Here's a graph of debt (blue line) versus equity (yellow line) in US housing, from 2000 to the present.

Metric #4: New Construction Not Keeping Pace

I'm a regular reader of Lawrence Yun, chief economist of the National Association of Realtors.

Citing his data, construction of new homes met demand and therefore "normalized" in 2011.But as demand grew in the following years, builders did not keep pace. By 2015 there was a shortage of 2 million homes nationally.

By the end of 2020, the shortage had grown to 4.8 million homes. Considering the average US household size of 2.53 people, that equates to over 12,000,000 people living in rentals or with mom or dad who would otherwise be buying a new home.

Homebuilding activity in 2021 is expected to be slightly higher than historical norms, but nowhere near "high enough". If it remains consistent, it will take several years to meet current demand, or "normalize" as it did in 2011.Remember, though, there's another problem at play here:

CONSTRUCTION MATERIALS AND LABOR ARE EXTREMELY EXPENSIVE AND HARD TO COME BY.NOT TO MENTION LAND! (I promise that "Building in Whatcom County" will be the topic of a future newsletter.)NOT TO MENTION THE NEW ENERGY CODES ADDING, BY SOME ESTIMATIONS, NORTH OF $30K TO THE COST OF BUILDING A NEW SINGLE-FAMILY RESIDENCE.Reuters.com reported yesterday that housing permits dropped to an 8-month low -- a definite bad sign for an already constrained supply. The reason cited in that article? Builders simply can't afford -- or can't even find -- the materials and labor right now.

So What's My Answer?

Q: Is the Bellingham real estate market going to crash?

A: No.

I mean... did the market even "crash" during the Global Financial Crisis?
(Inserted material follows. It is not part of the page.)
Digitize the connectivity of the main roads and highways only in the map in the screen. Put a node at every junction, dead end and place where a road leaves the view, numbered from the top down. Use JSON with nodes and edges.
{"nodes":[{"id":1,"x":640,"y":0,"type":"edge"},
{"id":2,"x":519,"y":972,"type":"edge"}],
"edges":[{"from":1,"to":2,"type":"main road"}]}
Is -13% a crash?

In the first week of September 2008, Lehman Bros. stock dropped 77%.On September 11 it dropped another 42%.On Monday, September 15 it fell a final 93%.THAT is a crash.

Even the national decline of real estate prices of 34% during the GFC could reasonably be called a crash.

But the Bellingham market has so much pent up demand and so little inventory, along with so little opportunity to actually solve that inventory shortage, that -- while we WILL certainly see a tapering, a softening in the market in the years ahead -- unless Mt. Baker blows its top half or a tsunami of epic proportions rumbles up the Frasier River Valley...Gosh... even then. It would just force all the north-County residents to an already-impacted and topographically more protected Bellingham proper. (Geologist friends, correct me if I'm reading that wrong.)

What Other Factors Are At Play?

There are many factors and variables that I didn't even touch on in this short piece.

  • The amount of liquidity in the market, which has of course caused...

  • The high rate of inflation, and will lead to...

  • The (impending) increase of interest rates to slow inflation, caused by...

  • Government interventions.

  • Oh, and... Many, many other forces too vast for this article.

I could continue writing this analysis for a month! I love studying it and reading the endless reports written by people far smarter than me.

I also love sharing what I've learned -- along with my opinion. I'll leave you with exactly that, my humble opinion, below. And I will, of course, see you again in two weeks!

"Risk in buying Bellingham real estate is mitigated entirely by pairing a default ratio you can cover in the worst of times per your specific means of personal income (if you live there), or the property's operating income (if it's a rental property), and a planned holding period of at least five years. If you can handle those, you can achieve stability and build real wealth owning Bellingham real estate."